[Start of section]

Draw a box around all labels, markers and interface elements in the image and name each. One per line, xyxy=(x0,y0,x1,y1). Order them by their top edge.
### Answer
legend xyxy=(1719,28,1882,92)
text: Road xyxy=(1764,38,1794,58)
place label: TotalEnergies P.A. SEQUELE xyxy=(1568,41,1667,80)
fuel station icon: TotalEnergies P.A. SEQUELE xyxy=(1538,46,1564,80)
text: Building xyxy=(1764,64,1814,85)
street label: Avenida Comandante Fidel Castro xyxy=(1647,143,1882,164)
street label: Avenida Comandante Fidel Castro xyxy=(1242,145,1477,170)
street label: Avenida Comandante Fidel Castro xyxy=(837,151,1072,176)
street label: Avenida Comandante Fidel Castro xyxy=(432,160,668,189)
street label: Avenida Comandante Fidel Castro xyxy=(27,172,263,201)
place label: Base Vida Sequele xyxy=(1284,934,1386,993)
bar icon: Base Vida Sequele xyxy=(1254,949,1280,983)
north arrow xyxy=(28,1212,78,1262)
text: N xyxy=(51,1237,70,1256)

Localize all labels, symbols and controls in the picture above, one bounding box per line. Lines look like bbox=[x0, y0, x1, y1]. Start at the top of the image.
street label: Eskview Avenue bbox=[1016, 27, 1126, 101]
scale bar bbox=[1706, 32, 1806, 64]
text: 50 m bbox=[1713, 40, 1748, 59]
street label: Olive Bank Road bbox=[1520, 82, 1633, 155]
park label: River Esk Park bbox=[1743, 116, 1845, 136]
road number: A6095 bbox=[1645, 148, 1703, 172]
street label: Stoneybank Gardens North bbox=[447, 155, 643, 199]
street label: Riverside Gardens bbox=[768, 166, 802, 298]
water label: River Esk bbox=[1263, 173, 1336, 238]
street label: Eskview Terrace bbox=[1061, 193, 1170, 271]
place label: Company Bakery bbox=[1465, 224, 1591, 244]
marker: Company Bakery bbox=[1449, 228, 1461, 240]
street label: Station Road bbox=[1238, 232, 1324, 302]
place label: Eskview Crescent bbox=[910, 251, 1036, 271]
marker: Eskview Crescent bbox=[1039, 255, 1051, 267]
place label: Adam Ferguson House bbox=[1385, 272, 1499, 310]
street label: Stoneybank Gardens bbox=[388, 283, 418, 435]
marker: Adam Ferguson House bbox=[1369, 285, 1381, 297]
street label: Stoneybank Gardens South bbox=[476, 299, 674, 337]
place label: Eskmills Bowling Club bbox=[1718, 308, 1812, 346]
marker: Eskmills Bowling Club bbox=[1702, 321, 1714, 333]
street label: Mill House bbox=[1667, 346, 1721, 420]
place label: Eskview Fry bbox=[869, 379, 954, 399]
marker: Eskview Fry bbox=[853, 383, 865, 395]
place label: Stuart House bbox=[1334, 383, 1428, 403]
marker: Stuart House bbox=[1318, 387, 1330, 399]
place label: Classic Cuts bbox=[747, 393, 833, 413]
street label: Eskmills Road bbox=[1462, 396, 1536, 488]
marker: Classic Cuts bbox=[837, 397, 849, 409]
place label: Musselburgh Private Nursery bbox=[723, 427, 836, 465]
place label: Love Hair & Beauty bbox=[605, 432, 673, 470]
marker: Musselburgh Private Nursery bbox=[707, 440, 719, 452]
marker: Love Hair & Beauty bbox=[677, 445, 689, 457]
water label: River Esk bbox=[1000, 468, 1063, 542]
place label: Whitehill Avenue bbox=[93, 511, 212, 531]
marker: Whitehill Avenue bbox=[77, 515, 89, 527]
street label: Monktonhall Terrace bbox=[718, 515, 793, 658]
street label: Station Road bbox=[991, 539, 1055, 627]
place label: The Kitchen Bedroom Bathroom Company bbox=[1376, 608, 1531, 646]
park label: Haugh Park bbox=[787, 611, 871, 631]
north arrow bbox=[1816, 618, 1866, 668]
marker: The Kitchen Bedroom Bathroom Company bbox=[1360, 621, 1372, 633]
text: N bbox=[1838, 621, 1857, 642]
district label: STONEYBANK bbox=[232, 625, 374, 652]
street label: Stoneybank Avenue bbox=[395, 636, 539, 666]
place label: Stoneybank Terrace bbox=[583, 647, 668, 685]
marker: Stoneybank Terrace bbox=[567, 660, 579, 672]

[End of section]

# What the task asks:
Note each line above that holds "Kitchen", then copy all of them.

# Answer space:
place label: The Kitchen Bedroom Bathroom Company bbox=[1376, 608, 1531, 646]
marker: The Kitchen Bedroom Bathroom Company bbox=[1360, 621, 1372, 633]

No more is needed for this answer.